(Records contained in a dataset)

□ □ □ □

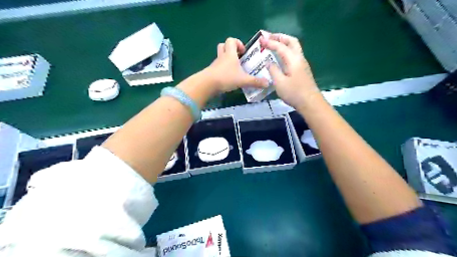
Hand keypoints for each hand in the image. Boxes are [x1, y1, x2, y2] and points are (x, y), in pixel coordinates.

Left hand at [203, 37, 268, 92]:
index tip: (243, 52)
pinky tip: (229, 78)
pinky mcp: (212, 72)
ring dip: (227, 60)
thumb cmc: (226, 77)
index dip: (238, 43)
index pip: (231, 40)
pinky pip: (218, 67)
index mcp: (230, 54)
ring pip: (220, 56)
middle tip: (238, 58)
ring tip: (235, 69)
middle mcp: (222, 56)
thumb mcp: (243, 80)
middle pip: (223, 46)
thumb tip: (268, 83)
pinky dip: (223, 69)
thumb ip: (255, 82)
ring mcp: (216, 64)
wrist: (207, 84)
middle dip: (231, 49)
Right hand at [260, 34, 320, 108]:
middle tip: (269, 37)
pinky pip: (294, 55)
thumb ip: (273, 70)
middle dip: (280, 37)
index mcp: (293, 60)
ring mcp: (302, 64)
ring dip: (284, 43)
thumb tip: (269, 62)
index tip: (260, 40)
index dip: (270, 42)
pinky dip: (286, 51)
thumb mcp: (279, 82)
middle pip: (291, 41)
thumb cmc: (294, 93)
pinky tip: (280, 57)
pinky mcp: (302, 70)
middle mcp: (299, 58)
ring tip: (274, 44)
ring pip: (294, 47)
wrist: (310, 103)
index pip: (281, 46)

□ □ □ □

What the task asks: An exact repeat of all the data is required, pictures excluded.

Written answer:
Hand keypoints for each hand in the image. Boxes are [x1, y1, x2, y2] and points are (x, y), in pixel coordinates.

Left hand at [203, 37, 268, 92]:
index tip: (243, 52)
pinky tip: (229, 78)
pinky mcp: (212, 72)
ring dip: (227, 60)
thumb cmc: (226, 77)
index dip: (238, 43)
index pip: (231, 40)
pinky pip: (218, 67)
index mcp: (230, 54)
ring pip: (220, 56)
middle tip: (238, 58)
ring tip: (235, 69)
middle mcp: (222, 56)
thumb mcp: (243, 80)
middle pip: (223, 46)
thumb tip: (268, 83)
pinky dip: (223, 69)
thumb ip: (255, 82)
ring mcp: (216, 64)
wrist: (207, 84)
middle dip: (231, 49)
Right hand at [260, 34, 320, 108]:
middle tip: (269, 37)
pinky pip: (294, 55)
thumb ip: (273, 70)
middle dip: (280, 37)
index mcp: (293, 60)
ring mcp: (302, 64)
ring dip: (284, 43)
thumb tip: (269, 62)
index tip: (260, 40)
index dip: (270, 42)
pinky dip: (286, 51)
thumb mcp: (279, 82)
middle pip: (291, 41)
thumb cmc: (294, 93)
pinky tip: (280, 57)
pinky mcp: (302, 70)
middle mcp: (299, 58)
ring tip: (274, 44)
ring pip: (294, 47)
wrist: (310, 103)
index pip: (281, 46)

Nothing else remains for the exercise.